Second Vice-President of the Senate of the Republic of the Congo
- In office 22 June 1960 – 14 September 1960
- Succeeded by: Isaac Kalonji

Senator from Kasai Province
- In office May 1960 – 17 January 1961

Personal details
- Born: 5 February 1910 Koyapongo, Lusambo Territory, Belgian Congo
- Died: 17 January 1961 (aged 50) Near Élisabethville, State of Katanga
- Party: Mouvement National Congolais

= Joseph Okito =

Congolese politician

Joseph Okito (5 February 1910 – 17 January 1961) was a Congolese politician and close political ally to Patrice Lumumba who briefly served as Second Vice-President of the Senate of the Democratic Republic of the Congo (then Republic of the Congo). He was executed alongside Lumumba in Katanga in 1961.

== Biography ==
Joseph Okito was born on 5 February 1910 in the village of Koyapongo, Lusambo Territory, Belgian Congo. He worked for the colonial administration for many years, serving as the chief of the Batetela sector of the Lusambo Territory. He was cited by the évolués of Luluabourg in a March 1944 memorandum as an example of a dedicated civil servant. He was later admitted into the Union des Interets Sociaux Congolais, an elite cultural society for évolués. Okito enjoyed an elevated social status due to his entrepreneurship and significant ownership of property. He was co-opted into the Kasai Provincial Council in 1957, serving until 1959. During the same time he regularly contributed to the monthly Communauté de Luluabourg in Otetela, Tshiluba, and French. The colonial administration selected him as one of two Congolese to be trained to take over the role of commissioner of the Sankuru district. Okito thought the training would assist him in a future political career. He was sent to Lusambo to shadow the district commissioner and was educated on the principles of administration for one hour each day. In 1959 he founded and became president of the Union rurale du Congo. The union later merged into the moderate Parti National du Progrès, but Okito was convinced by Patrice Lumumba to join the nationalist the Mouvement National Congolais (MNC). The following year he became president of the Sankuru chapter of the party.

In March 1960 Okito participated in the Akutshu-Anamongo Congress of Lodja, serving as one of the conference's vice presidents. Later he was made a senator from Kasai Province of the independent Republic of the Congo. He competed for the position of First Vice-President of the Senate, but lost against BALUBAKAT politician Jacques Masangu. On 22 June 1960 he was elected Second Vice-President of the Senate. In early September Prime Minister Lumumba was fired by President Joseph Kasa-Vubu. Lumumba challenged the action and a political impasse ensued. (Note: According to Makombo, on 7 September Okito became a member of an "arbitration commission" established by Parliament to mediate the dispute. Hoskyns and Artigue do not list Okito as a member of the commission.) On 14 September Joseph-Désiré Mobutu launched a coup that removed Lumumba from power and adjourned Parliament.

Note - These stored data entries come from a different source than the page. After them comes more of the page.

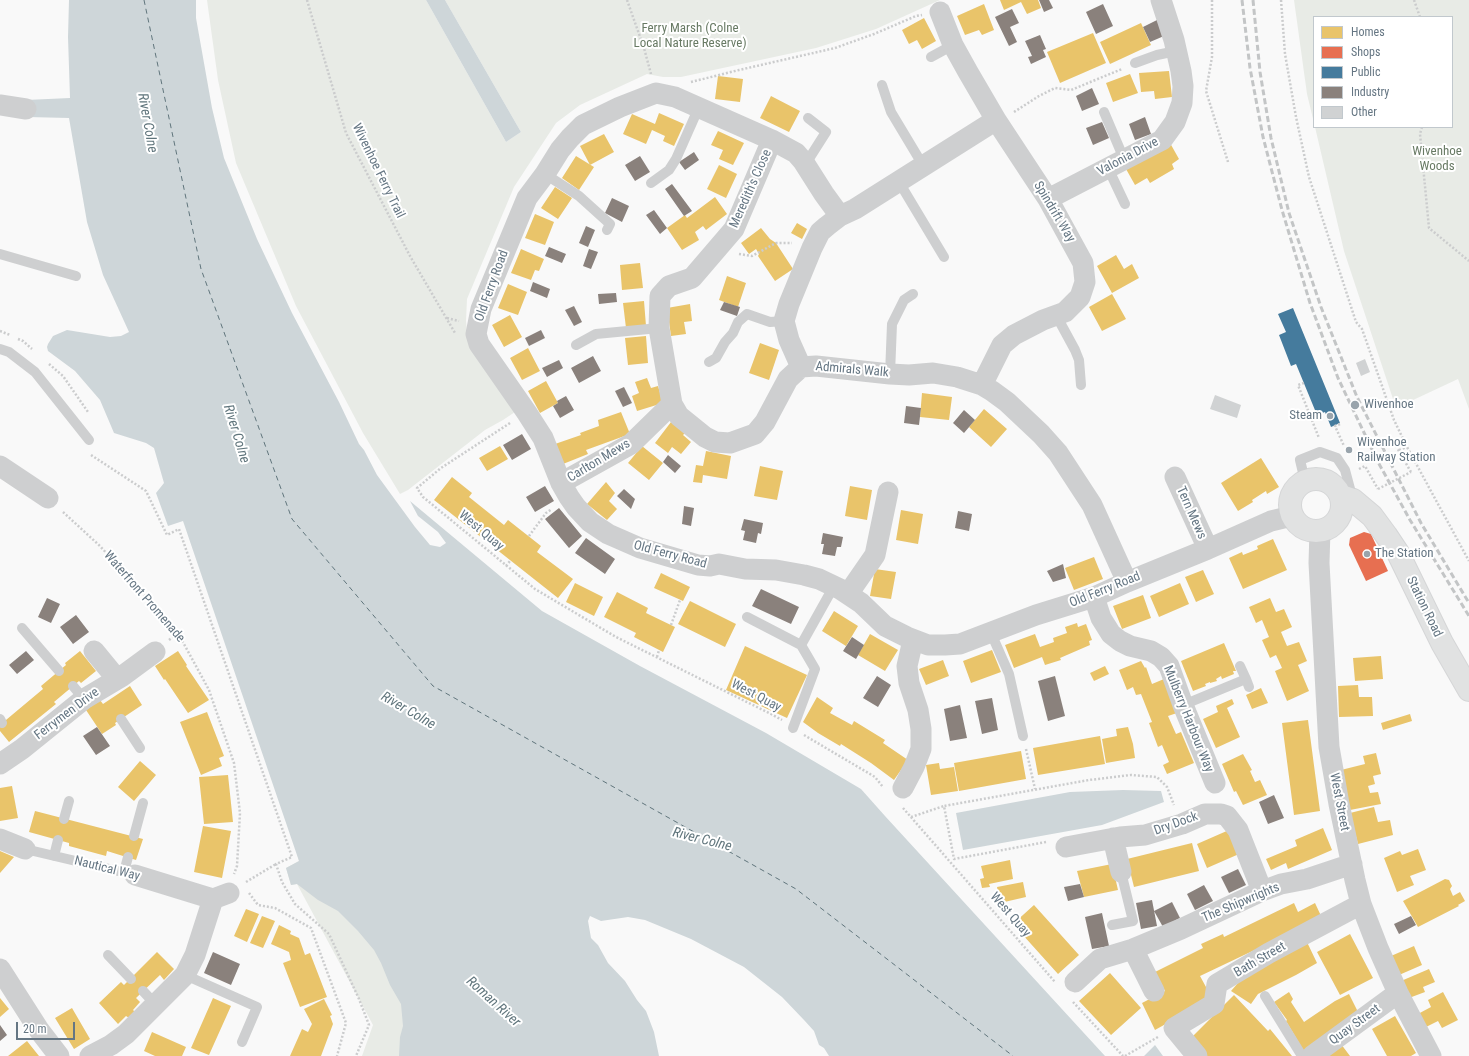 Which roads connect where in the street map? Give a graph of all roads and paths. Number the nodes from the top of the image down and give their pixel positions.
1 (307, 0) edge
2 (627, 0) edge
3 (1161, 0) edge
4 (1212, 0) edge
5 (1281, 0) edge
6 (1414, 0) edge
7 (940, 12) joint
8 (1420, 16) edge
9 (953, 45) junction
10 (1176, 52) junction
11 (932, 57) dead end
12 (1135, 64) joint
13 (882, 85) dead end
14 (666, 95) junction
15 (0, 105) edge
16 (699, 107) junction
17 (26, 109) dead end
18 (1104, 112) dead end
19 (808, 118) dead end
20 (997, 122) junction
21 (1422, 128) edge
22 (772, 140) junction
23 (1228, 162) dead end
24 (1116, 163) junction
25 (805, 164) junction
26 (924, 167) junction
27 (545, 174) junction
28 (899, 182) junction
29 (651, 183) dead end
30 (1048, 199) junction
31 (1125, 204) dead end
32 (840, 216) junction
33 (607, 230) dead end
34 (776, 244) dead end
35 (759, 253) dead end
36 (0, 254) edge
37 (944, 257) dead end
38 (1469, 261) edge
39 (76, 276) dead end
40 (912, 294) dead end
41 (1056, 315) junction
42 (446, 318) dead end
43 (784, 321) junction
44 (660, 328) junction
45 (0, 331) edge
46 (11, 336) dead end
47 (17, 338) dead end
48 (576, 345) dead end
49 (0, 349) edge
50 (34, 351) dead end
51 (46, 361) dead end
52 (709, 362) dead end
53 (801, 367) junction
54 (890, 374) junction
55 (1304, 383) dead end
56 (982, 385) junction
57 (1081, 385) dead end
58 (672, 404) junction
59 (511, 423) dead end
60 (1340, 424) dead end
61 (89, 440) junction
62 (1320, 442) dead end
63 (1345, 446) dead end
64 (1396, 446) dead end
65 (1407, 447) junction
66 (1399, 450) junction
67 (1, 469) edge
68 (1357, 470) dead end
69 (1175, 477) dead end
70 (1305, 481) junction
71 (565, 490) junction
72 (888, 492) dead end
73 (48, 498) joint
74 (1347, 498) junction
75 (1292, 516) junction
76 (1320, 530) junction
77 (528, 536) dead end
78 (1208, 549) junction
79 (510, 561) dead end
80 (1469, 561) edge
81 (506, 566) junction
82 (1127, 582) junction
83 (841, 590) junction
84 (1094, 597) junction
85 (680, 600) dead end
86 (747, 617) dead end
87 (671, 625) dead end
88 (22, 628) dead end
89 (991, 633) junction
90 (913, 640) junction
91 (801, 644) junction
92 (659, 650) dead end
93 (94, 651) dead end
94 (155, 652) dead end
95 (657, 657) junction
96 (1240, 666) dead end
97 (59, 671) dead end
98 (96, 690) junction
99 (1469, 690) edge
100 (1183, 705) junction
101 (121, 719) dead end
102 (793, 728) junction
103 (1023, 736) joint
104 (140, 748) dead end
105 (0, 764) edge
106 (1215, 783) dead end
107 (1035, 789) junction
108 (895, 793) junction
109 (69, 801) dead end
110 (144, 803) dead end
111 (944, 806) junction
112 (911, 817) junction
113 (64, 819) dead end
114 (1182, 824) junction
115 (134, 836) dead end
116 (1113, 838) junction
117 (0, 839) edge
118 (58, 840) dead end
119 (1066, 847) joint
120 (25, 849) joint
121 (54, 856) junction
122 (954, 860) junction
123 (951, 863) junction
124 (276, 864) junction
125 (1352, 864) junction
126 (129, 868) joint
127 (1121, 872) joint
128 (229, 890) junction
129 (1262, 891) junction
130 (1362, 904) junction
131 (1112, 925) dead end
132 (1132, 949) junction
133 (108, 955) dead end
134 (0, 969) edge
135 (185, 976) junction
136 (131, 979) dead end
137 (1068, 989) junction
138 (1154, 991) dead end
139 (1398, 993) junction
140 (1265, 996) dead end
141 (1174, 1028) junction
142 (242, 1042) dead end
143 (59, 1056) edge
144 (90, 1056) edge
145 (337, 1056) edge
146 (356, 1056) edge
147 (1124, 1056) edge
148 (1197, 1056) edge
149 (1302, 1056) edge
150 (1312, 1056) edge
151 (1431, 1056) edge

1 - 42 path, Wivenhoe Ferry Trail
2 - 14 path
3 - 10 street, Valonia Drive
4 - 23 path
5 - 65 path
6 - 8 path
7 - 9 street, Spindrift Way
7 - 14 path
9 - 11 lane
9 - 20 street, Spindrift Way
10 - 12 lane
10 - 24 street, Valonia Drive
12 - 20 path
13 - 26 lane
14 - 16 street
14 - 27 street, Old Ferry Road
15 - 17 street
16 - 22 street
16 - 29 lane
18 - 24 lane
19 - 25 lane
20 - 26 street, Admirals Walk
20 - 30 street, Spindrift Way
21 - 38 path
22 - 25 street
22 - 44 street, Meredith's Close
24 - 30 street, Valonia Drive
24 - 31 lane
25 - 32 street
26 - 28 street, Admirals Walk
27 - 33 lane
27 - 71 street, Old Ferry Road
28 - 32 street, Admirals Walk
28 - 37 lane
30 - 41 street, Spindrift Way
32 - 43 street, Admirals Walk
34 - 35 path
36 - 39 lane
40 - 54 lane
41 - 56 street, Spindrift Way
41 - 57 lane
43 - 52 lane
43 - 53 street, Admirals Walk
44 - 48 lane
44 - 58 street, Meredith's Close
45 - 46 path
47 - 50 path
49 - 61 lane
51 - 61 path
53 - 54 street, Admirals Walk
53 - 58 street, Meredith's Close
54 - 56 street, Admirals Walk
55 - 62 path
56 - 82 street, Admirals Walk
58 - 71 street, Carlton Mews
59 - 81 path, West Quay
60 - 63 path
61 - 124 path
64 - 66 path
65 - 66 path
65 - 80 path
66 - 68 path, bridge
67 - 73 street
69 - 78 street, Tern Mews
70 - 74 main road
70 - 74 lane
70 - 75 main road
71 - 77 path
71 - 83 street, Old Ferry Road
72 - 83 street
73 - 128 path, Waterfront Promenade
74 - 76 main road
74 - 99 main road, Station Road
75 - 76 main road
75 - 78 street, Old Ferry Road
76 - 125 street, West Street
78 - 82 street, Old Ferry Road
79 - 81 path
81 - 95 path, West Quay
82 - 84 street, Old Ferry Road
83 - 90 street, Old Ferry Road
83 - 91 lane
84 - 89 street, Old Ferry Road
84 - 100 street, Mulberry Harbour Way
85 - 87 path
86 - 91 lane
88 - 97 lane
89 - 90 street, Old Ferry Road
89 - 103 lane
90 - 108 street
91 - 102 lane
92 - 95 path
93 - 98 street
94 - 98 street, Ferrymen Drive
95 - 102 path, West Quay
96 - 100 lane
98 - 105 street, Ferrymen Drive
100 - 106 street, Mulberry Harbour Way
101 - 104 lane
102 - 108 path, West Quay
103 - 107 path
107 - 111 path
107 - 114 path
108 - 112 path, West Quay
109 - 113 lane
110 - 115 lane
111 - 112 path
111 - 122 path
112 - 123 path, West Quay
114 - 116 street, Dry Dock
114 - 129 street, Dry Dock
116 - 119 street, Dry Dock
116 - 127 street
117 - 120 street, Nautical Way
118 - 121 lane
119 - 122 path
120 - 121 lane, Nautical Way
121 - 126 lane, Nautical Way
122 - 123 path
123 - 137 path, West Quay
124 - 128 path
124 - 146 path
125 - 129 street, The Shipwrights
125 - 130 street, West Street
126 - 128 street, Nautical Way
127 - 131 lane
128 - 135 street
128 - 145 path
129 - 132 street, The Shipwrights
130 - 139 street, West Street
130 - 141 street, Bath Street
132 - 137 street, The Shipwrights
132 - 138 street
133 - 136 lane
134 - 143 street
135 - 142 lane
135 - 144 street
137 - 147 path, West Quay
139 - 150 street, Quay Street
139 - 151 street, West Street
140 - 149 lane
141 - 147 path, West Quay
141 - 148 street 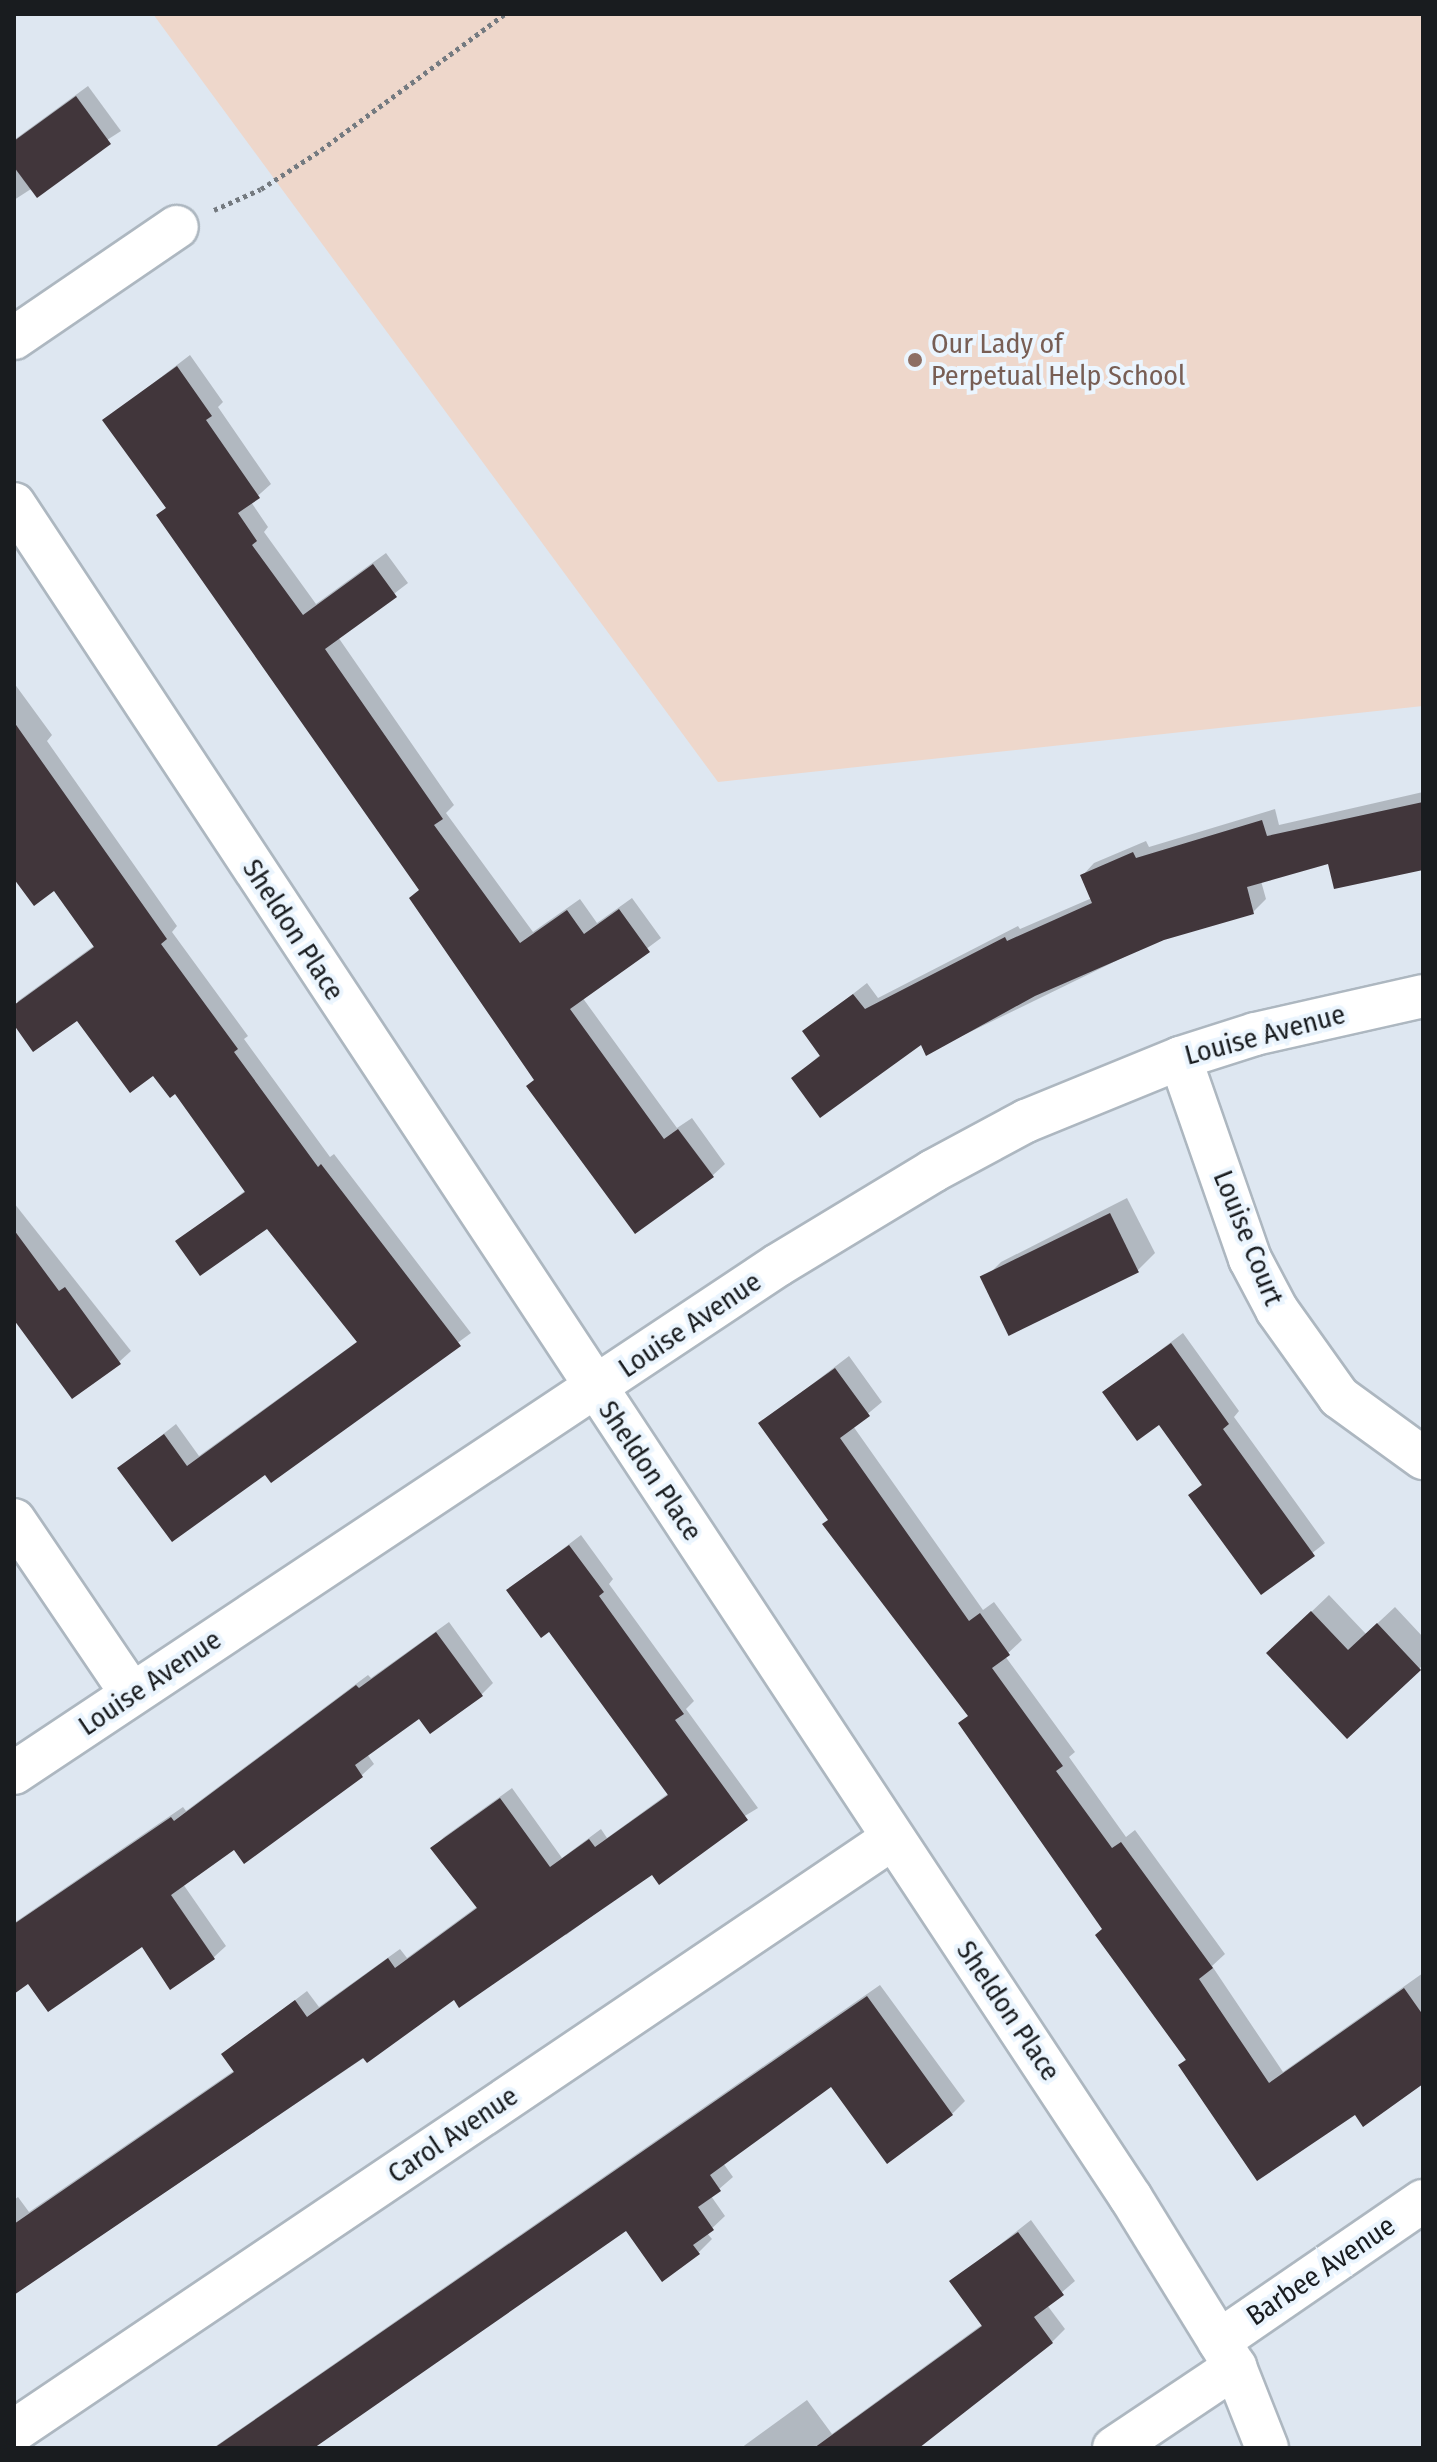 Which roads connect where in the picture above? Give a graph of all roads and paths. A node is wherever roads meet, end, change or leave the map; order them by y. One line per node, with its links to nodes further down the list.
1 (505, 14): 2 (path)
2 (177, 227): 3 (street)
3 (14, 338)
4 (14, 504): 7 (street, Sheldon Place)
5 (1423, 996): 6 (street, Louise Avenue)
6 (1180, 1058): 7 (street, Louise Avenue); 8 (street, Louise Court)
7 (595, 1389): 10 (street, Louise Avenue); 12 (street, Sheldon Place)
8 (1423, 1458)
9 (14, 1520): 10 (street)
10 (132, 1694): 11 (street, Louise Avenue)
11 (14, 1773)
12 (893, 1838): 14 (street, Sheldon Place); 15 (street, Carol Avenue)
13 (1423, 2201): 14 (street, Barbee Avenue)
14 (1227, 2354): 16 (street, Barbee Avenue); 17 (street, Sheldon Place)
15 (14, 2431)
16 (1114, 2448)
17 (1267, 2448)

In late November Lumumba fled political hostility in the capital to organise a new government in Stanleyville. He was captured before he could complete his escape and imprisoned at the army camp in Thysville. Okito was preemptively arrested near Kikwit and was later transferred to the camp, along with Minister of Youth and Sports Maurice Mpolo. On 17 January 1961, discipline in the base faltered and all three men were flown to Élisabethville, capital of the secessionist State of Katanga. Once there, they were brutally tortured at the hands of Moïse Tshombe and Godefroid Munongo, Lumumba's chief political rivals and the leaders of the secessionist state. That night, one by one they were lined up against a tree to be executed via firing squad. Okito was the first to be shot. As he was led to the tree, he said, "I want my wife and children in Léopoldville to be taken care of," to which someone replied, "We're in Katanga, not in Léo!" Following the execution his body was immediately placed in a nearby grave. The following morning, on orders of Katangan Interior Minister Godefroid Munongo who wanted to make the bodies disappear and thereby prevent a burial site from being created, Belgian Gendarmerie officer Gerard Soete and his team dug up and dismembered the corpses, and dissolved them in sulfuric acid while the bones were ground and scattered.

On 17 January 2011, a mass of thanksgiving was held in memory of Mpolo and Okito at the Notre-Dame Cathedral in Kinshasa.